HMRC participates in an ongoing campaign named Take Five to Stop Fraud. It’s easy to panic when an organization tells you that you owe money, or not think twice when they offer money to you. However, Take Five encourages people to take a few moments to really think about it. Don’t just take an e-mail, text message, or phone call at face value. Genuine organizations would never suddenly contact you asking for personal information. Never give out your details or your money without verification!

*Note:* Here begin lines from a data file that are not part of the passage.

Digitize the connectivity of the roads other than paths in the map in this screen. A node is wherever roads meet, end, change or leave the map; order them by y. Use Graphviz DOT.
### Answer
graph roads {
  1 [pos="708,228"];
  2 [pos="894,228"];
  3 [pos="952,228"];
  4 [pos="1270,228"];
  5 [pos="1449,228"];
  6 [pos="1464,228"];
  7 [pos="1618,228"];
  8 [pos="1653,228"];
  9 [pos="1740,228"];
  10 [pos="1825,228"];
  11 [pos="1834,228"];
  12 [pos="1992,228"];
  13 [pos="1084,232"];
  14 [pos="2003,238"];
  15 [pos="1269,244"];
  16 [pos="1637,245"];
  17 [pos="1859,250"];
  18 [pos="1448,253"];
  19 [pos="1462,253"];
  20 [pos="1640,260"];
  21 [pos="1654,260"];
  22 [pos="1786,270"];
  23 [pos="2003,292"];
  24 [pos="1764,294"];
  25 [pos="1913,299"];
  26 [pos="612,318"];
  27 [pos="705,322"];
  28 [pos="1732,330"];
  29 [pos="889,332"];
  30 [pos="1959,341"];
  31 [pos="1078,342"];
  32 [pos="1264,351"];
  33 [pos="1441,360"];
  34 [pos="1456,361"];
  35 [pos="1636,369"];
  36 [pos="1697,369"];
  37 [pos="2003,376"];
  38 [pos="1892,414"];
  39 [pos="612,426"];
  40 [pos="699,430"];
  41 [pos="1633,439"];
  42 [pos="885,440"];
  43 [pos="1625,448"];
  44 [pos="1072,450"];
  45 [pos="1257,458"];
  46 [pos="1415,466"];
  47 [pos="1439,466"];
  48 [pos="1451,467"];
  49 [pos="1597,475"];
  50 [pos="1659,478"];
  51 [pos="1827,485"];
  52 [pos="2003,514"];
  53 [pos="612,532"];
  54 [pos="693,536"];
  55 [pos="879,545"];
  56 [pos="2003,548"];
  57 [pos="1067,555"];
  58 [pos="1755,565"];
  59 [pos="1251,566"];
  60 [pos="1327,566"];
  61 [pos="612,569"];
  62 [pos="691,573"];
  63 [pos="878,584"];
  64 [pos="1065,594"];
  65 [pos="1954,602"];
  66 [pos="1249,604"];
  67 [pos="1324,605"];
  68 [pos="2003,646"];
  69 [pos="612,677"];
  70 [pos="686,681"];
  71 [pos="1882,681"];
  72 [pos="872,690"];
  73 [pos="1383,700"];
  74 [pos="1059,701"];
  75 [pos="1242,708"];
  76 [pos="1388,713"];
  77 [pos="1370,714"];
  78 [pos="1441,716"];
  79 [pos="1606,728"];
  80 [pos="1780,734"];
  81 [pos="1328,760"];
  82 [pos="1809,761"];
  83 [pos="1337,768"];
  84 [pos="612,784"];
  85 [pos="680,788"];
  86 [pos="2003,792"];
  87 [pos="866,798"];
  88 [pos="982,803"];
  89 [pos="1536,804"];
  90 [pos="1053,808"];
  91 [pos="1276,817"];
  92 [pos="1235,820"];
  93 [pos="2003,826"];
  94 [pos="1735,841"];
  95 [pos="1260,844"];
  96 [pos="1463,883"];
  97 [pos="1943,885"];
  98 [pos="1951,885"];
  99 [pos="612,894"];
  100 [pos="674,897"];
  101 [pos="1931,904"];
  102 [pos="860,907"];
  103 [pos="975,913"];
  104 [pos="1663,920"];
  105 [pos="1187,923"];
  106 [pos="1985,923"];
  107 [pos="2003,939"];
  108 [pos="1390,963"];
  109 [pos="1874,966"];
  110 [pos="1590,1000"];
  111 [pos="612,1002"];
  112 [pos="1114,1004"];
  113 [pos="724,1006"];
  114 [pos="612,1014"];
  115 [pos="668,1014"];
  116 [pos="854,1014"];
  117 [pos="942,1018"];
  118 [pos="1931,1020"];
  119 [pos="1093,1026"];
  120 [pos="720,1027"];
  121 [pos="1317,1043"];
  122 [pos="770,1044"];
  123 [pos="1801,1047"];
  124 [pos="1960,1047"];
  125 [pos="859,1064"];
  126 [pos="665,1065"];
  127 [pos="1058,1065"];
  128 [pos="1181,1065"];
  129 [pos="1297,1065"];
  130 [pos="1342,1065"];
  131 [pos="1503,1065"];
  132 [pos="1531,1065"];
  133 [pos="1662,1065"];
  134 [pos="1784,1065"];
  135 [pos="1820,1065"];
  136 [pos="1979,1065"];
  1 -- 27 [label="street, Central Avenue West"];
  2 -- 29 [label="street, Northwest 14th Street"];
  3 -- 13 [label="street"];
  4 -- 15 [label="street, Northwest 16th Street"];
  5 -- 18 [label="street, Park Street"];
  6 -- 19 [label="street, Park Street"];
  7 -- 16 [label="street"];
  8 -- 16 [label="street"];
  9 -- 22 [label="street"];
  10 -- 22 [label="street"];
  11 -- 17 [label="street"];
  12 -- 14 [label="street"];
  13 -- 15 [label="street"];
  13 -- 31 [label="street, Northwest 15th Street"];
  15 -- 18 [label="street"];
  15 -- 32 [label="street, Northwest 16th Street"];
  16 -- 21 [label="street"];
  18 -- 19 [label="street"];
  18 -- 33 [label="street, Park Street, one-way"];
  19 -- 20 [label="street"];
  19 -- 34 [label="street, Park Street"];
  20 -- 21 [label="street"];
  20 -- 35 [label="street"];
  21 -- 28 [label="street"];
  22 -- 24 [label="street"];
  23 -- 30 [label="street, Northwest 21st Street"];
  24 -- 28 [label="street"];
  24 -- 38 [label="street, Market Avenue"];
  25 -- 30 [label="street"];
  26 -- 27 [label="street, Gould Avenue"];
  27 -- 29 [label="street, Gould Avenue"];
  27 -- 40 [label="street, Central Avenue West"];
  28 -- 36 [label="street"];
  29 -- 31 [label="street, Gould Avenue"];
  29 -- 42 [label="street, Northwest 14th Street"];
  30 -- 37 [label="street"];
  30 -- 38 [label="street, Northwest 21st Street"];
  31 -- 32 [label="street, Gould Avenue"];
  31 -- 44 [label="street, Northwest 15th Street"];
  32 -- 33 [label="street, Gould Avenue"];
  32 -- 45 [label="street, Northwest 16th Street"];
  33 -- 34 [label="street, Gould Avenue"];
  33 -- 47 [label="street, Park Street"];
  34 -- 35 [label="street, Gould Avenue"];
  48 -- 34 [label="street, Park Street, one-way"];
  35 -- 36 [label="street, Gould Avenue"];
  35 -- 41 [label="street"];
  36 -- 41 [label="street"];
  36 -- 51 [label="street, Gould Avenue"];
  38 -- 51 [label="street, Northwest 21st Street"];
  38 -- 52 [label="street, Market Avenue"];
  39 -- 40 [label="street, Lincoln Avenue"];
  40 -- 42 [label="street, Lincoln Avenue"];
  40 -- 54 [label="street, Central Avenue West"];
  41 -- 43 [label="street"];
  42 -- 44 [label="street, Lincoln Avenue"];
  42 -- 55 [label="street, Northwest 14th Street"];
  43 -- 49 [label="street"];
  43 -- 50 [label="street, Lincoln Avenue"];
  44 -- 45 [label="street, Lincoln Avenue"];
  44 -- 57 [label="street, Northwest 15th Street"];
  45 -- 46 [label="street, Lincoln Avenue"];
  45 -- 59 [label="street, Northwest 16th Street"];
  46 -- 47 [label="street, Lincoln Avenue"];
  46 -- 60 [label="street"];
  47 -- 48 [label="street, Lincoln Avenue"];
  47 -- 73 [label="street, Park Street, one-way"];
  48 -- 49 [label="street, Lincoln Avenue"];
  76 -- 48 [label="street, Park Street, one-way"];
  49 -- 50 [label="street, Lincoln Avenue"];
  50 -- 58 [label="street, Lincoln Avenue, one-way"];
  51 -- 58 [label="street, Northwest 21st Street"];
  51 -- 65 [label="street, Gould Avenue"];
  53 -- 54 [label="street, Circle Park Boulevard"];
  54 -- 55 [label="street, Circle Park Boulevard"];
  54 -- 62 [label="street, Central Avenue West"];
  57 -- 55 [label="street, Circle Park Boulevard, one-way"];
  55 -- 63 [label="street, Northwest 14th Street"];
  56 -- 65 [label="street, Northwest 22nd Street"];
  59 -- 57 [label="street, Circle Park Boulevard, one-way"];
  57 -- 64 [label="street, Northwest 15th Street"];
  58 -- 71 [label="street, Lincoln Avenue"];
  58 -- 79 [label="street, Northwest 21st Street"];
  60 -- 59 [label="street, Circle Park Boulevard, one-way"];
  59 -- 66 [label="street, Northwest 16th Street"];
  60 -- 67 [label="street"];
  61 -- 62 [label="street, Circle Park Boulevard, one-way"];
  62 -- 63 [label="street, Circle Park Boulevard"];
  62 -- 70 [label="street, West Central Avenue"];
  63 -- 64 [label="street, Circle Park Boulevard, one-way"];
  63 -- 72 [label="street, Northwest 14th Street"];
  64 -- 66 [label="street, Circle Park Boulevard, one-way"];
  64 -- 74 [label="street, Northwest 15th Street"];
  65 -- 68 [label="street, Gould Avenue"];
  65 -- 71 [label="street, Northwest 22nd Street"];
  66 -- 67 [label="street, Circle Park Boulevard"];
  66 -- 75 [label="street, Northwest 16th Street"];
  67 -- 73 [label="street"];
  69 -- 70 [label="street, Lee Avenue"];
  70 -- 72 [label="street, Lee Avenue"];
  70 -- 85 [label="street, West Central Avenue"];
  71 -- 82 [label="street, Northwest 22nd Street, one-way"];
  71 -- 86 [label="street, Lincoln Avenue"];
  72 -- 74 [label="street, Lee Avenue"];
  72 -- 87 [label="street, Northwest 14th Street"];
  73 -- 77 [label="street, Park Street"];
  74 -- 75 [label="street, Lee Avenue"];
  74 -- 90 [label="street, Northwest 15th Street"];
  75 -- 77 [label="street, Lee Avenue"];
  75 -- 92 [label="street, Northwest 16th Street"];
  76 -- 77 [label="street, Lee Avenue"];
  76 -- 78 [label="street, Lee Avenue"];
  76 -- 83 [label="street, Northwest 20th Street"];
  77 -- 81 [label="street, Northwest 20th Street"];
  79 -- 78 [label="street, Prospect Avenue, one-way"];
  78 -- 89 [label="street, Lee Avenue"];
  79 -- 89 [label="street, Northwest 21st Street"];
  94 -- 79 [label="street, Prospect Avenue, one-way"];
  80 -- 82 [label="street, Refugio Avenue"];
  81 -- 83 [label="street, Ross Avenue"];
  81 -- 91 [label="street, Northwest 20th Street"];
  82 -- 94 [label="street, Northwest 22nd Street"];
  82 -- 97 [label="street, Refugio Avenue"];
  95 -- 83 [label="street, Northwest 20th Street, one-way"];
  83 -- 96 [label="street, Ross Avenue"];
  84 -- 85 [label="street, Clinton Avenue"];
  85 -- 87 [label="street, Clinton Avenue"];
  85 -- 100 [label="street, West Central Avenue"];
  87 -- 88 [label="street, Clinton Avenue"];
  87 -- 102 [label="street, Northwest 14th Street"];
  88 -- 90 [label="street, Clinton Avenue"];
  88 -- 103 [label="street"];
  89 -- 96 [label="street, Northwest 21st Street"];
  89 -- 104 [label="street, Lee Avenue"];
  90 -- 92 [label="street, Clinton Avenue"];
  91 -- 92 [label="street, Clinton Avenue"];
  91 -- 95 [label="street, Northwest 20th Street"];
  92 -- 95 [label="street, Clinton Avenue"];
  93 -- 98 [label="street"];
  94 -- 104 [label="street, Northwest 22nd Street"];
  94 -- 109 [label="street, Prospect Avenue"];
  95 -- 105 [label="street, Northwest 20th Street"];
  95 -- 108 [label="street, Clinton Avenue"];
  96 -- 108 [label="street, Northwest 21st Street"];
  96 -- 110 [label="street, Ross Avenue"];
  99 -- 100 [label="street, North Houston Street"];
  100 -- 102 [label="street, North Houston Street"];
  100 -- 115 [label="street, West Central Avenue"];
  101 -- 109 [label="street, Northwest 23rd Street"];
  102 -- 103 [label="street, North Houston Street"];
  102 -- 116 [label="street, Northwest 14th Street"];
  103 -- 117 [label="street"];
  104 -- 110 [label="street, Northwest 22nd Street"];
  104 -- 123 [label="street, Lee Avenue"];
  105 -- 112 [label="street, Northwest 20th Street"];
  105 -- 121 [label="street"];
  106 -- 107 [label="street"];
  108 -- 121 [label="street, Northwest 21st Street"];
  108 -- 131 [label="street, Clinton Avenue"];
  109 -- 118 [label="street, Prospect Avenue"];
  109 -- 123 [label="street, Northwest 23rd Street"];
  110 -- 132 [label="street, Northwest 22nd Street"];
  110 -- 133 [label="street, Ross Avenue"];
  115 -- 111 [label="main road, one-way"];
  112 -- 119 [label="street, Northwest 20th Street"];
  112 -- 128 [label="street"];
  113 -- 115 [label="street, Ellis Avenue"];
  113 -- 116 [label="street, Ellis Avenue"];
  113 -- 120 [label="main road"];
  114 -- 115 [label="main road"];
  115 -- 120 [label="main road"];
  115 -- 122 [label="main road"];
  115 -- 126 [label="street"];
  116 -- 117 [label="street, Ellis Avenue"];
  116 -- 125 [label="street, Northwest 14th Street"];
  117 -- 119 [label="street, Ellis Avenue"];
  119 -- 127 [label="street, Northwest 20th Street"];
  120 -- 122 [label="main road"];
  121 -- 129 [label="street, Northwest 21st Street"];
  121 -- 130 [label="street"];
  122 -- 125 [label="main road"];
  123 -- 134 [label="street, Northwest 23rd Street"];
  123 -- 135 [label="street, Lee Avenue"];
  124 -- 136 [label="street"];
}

In the last year, HMRC claims that they blocked 90% of scam text messages. HMRC also took down 16,000 fraudulent websites. Even if somebody received a text, the linked website would likely be gone. As well as these texts and e-mails, HMRC says they blocked 300 million phishing e-mails. If you receive an e-mail, text, or phone call like this, forward the details to HMRC then delete it if possible. You can contact HMRC about phishing scams at firstname.lastname@example.org.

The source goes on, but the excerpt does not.